_Task instructions_. Write the records out again, keeping each line exactly as it is.

_Records to process_.
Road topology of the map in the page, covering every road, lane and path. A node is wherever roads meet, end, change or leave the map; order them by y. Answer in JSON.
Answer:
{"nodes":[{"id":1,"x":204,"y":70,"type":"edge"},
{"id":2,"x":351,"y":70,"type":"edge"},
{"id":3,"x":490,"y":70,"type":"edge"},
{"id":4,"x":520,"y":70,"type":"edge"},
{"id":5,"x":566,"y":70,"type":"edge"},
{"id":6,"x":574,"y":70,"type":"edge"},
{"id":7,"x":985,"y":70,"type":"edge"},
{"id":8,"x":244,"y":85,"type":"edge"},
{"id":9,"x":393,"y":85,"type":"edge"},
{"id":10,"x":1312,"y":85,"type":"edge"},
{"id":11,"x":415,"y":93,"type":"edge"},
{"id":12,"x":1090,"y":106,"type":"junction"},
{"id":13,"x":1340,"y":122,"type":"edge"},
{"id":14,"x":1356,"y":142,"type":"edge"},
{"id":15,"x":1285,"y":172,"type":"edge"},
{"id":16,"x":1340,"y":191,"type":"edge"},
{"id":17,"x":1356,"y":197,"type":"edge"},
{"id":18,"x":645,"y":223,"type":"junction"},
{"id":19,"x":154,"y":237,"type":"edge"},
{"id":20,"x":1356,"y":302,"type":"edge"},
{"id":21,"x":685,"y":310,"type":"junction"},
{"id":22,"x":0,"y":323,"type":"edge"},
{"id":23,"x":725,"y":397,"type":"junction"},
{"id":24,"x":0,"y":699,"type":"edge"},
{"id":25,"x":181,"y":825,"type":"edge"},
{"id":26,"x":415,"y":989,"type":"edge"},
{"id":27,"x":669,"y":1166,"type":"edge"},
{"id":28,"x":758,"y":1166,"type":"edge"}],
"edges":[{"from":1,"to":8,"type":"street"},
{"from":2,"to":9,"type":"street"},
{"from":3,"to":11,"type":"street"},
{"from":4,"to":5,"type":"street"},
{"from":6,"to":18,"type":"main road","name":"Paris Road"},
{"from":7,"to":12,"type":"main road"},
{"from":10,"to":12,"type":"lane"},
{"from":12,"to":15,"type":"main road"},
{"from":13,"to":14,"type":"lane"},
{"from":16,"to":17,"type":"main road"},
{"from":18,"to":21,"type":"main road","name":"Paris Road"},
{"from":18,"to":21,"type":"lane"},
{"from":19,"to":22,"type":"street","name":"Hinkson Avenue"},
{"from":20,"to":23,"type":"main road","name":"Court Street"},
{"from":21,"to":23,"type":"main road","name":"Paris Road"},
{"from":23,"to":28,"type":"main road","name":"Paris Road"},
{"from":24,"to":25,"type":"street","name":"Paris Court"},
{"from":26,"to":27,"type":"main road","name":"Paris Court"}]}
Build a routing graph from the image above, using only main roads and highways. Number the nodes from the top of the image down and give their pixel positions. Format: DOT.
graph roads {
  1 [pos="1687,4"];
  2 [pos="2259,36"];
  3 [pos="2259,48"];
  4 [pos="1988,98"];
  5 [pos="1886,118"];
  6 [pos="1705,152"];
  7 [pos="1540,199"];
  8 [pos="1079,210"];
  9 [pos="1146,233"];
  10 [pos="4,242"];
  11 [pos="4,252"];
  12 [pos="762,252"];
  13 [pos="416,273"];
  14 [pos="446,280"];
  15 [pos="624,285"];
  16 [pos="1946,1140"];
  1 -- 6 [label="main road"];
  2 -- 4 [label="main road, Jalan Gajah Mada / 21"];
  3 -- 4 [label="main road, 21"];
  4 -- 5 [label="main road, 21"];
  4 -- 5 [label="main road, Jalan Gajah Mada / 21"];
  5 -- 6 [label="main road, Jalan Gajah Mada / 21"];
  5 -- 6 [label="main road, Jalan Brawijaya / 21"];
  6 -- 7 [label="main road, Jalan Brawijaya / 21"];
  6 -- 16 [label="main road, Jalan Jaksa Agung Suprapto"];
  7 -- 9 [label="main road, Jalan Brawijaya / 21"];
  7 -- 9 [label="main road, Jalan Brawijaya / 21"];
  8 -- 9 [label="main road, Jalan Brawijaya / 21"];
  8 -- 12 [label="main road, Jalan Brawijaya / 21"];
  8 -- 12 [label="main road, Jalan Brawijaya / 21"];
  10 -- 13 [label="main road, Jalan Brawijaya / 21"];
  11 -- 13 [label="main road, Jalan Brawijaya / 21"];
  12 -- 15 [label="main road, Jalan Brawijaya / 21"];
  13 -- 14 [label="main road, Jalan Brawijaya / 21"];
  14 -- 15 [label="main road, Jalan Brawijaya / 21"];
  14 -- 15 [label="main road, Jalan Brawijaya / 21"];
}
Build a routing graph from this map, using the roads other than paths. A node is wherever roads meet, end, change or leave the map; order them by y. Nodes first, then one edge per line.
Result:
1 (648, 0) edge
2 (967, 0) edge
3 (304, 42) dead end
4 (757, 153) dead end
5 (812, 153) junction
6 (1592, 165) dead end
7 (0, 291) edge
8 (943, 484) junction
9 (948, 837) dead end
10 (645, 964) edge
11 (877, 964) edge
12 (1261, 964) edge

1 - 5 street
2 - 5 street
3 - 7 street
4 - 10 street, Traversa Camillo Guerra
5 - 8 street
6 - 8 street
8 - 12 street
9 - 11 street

_Answer to this task_.
Road topology of the map in the page, covering every road, lane and path. A node is wherever roads meet, end, change or leave the map; order them by y. Answer in JSON.
Answer:
{"nodes":[{"id":1,"x":204,"y":70,"type":"edge"},
{"id":2,"x":351,"y":70,"type":"edge"},
{"id":3,"x":490,"y":70,"type":"edge"},
{"id":4,"x":520,"y":70,"type":"edge"},
{"id":5,"x":566,"y":70,"type":"edge"},
{"id":6,"x":574,"y":70,"type":"edge"},
{"id":7,"x":985,"y":70,"type":"edge"},
{"id":8,"x":244,"y":85,"type":"edge"},
{"id":9,"x":393,"y":85,"type":"edge"},
{"id":10,"x":1312,"y":85,"type":"edge"},
{"id":11,"x":415,"y":93,"type":"edge"},
{"id":12,"x":1090,"y":106,"type":"junction"},
{"id":13,"x":1340,"y":122,"type":"edge"},
{"id":14,"x":1356,"y":142,"type":"edge"},
{"id":15,"x":1285,"y":172,"type":"edge"},
{"id":16,"x":1340,"y":191,"type":"edge"},
{"id":17,"x":1356,"y":197,"type":"edge"},
{"id":18,"x":645,"y":223,"type":"junction"},
{"id":19,"x":154,"y":237,"type":"edge"},
{"id":20,"x":1356,"y":302,"type":"edge"},
{"id":21,"x":685,"y":310,"type":"junction"},
{"id":22,"x":0,"y":323,"type":"edge"},
{"id":23,"x":725,"y":397,"type":"junction"},
{"id":24,"x":0,"y":699,"type":"edge"},
{"id":25,"x":181,"y":825,"type":"edge"},
{"id":26,"x":415,"y":989,"type":"edge"},
{"id":27,"x":669,"y":1166,"type":"edge"},
{"id":28,"x":758,"y":1166,"type":"edge"}],
"edges":[{"from":1,"to":8,"type":"street"},
{"from":2,"to":9,"type":"street"},
{"from":3,"to":11,"type":"street"},
{"from":4,"to":5,"type":"street"},
{"from":6,"to":18,"type":"main road","name":"Paris Road"},
{"from":7,"to":12,"type":"main road"},
{"from":10,"to":12,"type":"lane"},
{"from":12,"to":15,"type":"main road"},
{"from":13,"to":14,"type":"lane"},
{"from":16,"to":17,"type":"main road"},
{"from":18,"to":21,"type":"main road","name":"Paris Road"},
{"from":18,"to":21,"type":"lane"},
{"from":19,"to":22,"type":"street","name":"Hinkson Avenue"},
{"from":20,"to":23,"type":"main road","name":"Court Street"},
{"from":21,"to":23,"type":"main road","name":"Paris Road"},
{"from":23,"to":28,"type":"main road","name":"Paris Road"},
{"from":24,"to":25,"type":"street","name":"Paris Court"},
{"from":26,"to":27,"type":"main road","name":"Paris Court"}]}
Build a routing graph from the image above, using only main roads and highways. Number the nodes from the top of the image down and give their pixel positions. Format: DOT.
graph roads {
  1 [pos="1687,4"];
  2 [pos="2259,36"];
  3 [pos="2259,48"];
  4 [pos="1988,98"];
  5 [pos="1886,118"];
  6 [pos="1705,152"];
  7 [pos="1540,199"];
  8 [pos="1079,210"];
  9 [pos="1146,233"];
  10 [pos="4,242"];
  11 [pos="4,252"];
  12 [pos="762,252"];
  13 [pos="416,273"];
  14 [pos="446,280"];
  15 [pos="624,285"];
  16 [pos="1946,1140"];
  1 -- 6 [label="main road"];
  2 -- 4 [label="main road, Jalan Gajah Mada / 21"];
  3 -- 4 [label="main road, 21"];
  4 -- 5 [label="main road, 21"];
  4 -- 5 [label="main road, Jalan Gajah Mada / 21"];
  5 -- 6 [label="main road, Jalan Gajah Mada / 21"];
  5 -- 6 [label="main road, Jalan Brawijaya / 21"];
  6 -- 7 [label="main road, Jalan Brawijaya / 21"];
  6 -- 16 [label="main road, Jalan Jaksa Agung Suprapto"];
  7 -- 9 [label="main road, Jalan Brawijaya / 21"];
  7 -- 9 [label="main road, Jalan Brawijaya / 21"];
  8 -- 9 [label="main road, Jalan Brawijaya / 21"];
  8 -- 12 [label="main road, Jalan Brawijaya / 21"];
  8 -- 12 [label="main road, Jalan Brawijaya / 21"];
  10 -- 13 [label="main road, Jalan Brawijaya / 21"];
  11 -- 13 [label="main road, Jalan Brawijaya / 21"];
  12 -- 15 [label="main road, Jalan Brawijaya / 21"];
  13 -- 14 [label="main road, Jalan Brawijaya / 21"];
  14 -- 15 [label="main road, Jalan Brawijaya / 21"];
  14 -- 15 [label="main road, Jalan Brawijaya / 21"];
}
Build a routing graph from this map, using the roads other than paths. A node is wherever roads meet, end, change or leave the map; order them by y. Nodes first, then one edge per line.
Result:
1 (648, 0) edge
2 (967, 0) edge
3 (304, 42) dead end
4 (757, 153) dead end
5 (812, 153) junction
6 (1592, 165) dead end
7 (0, 291) edge
8 (943, 484) junction
9 (948, 837) dead end
10 (645, 964) edge
11 (877, 964) edge
12 (1261, 964) edge

1 - 5 street
2 - 5 street
3 - 7 street
4 - 10 street, Traversa Camillo Guerra
5 - 8 street
6 - 8 street
8 - 12 street
9 - 11 street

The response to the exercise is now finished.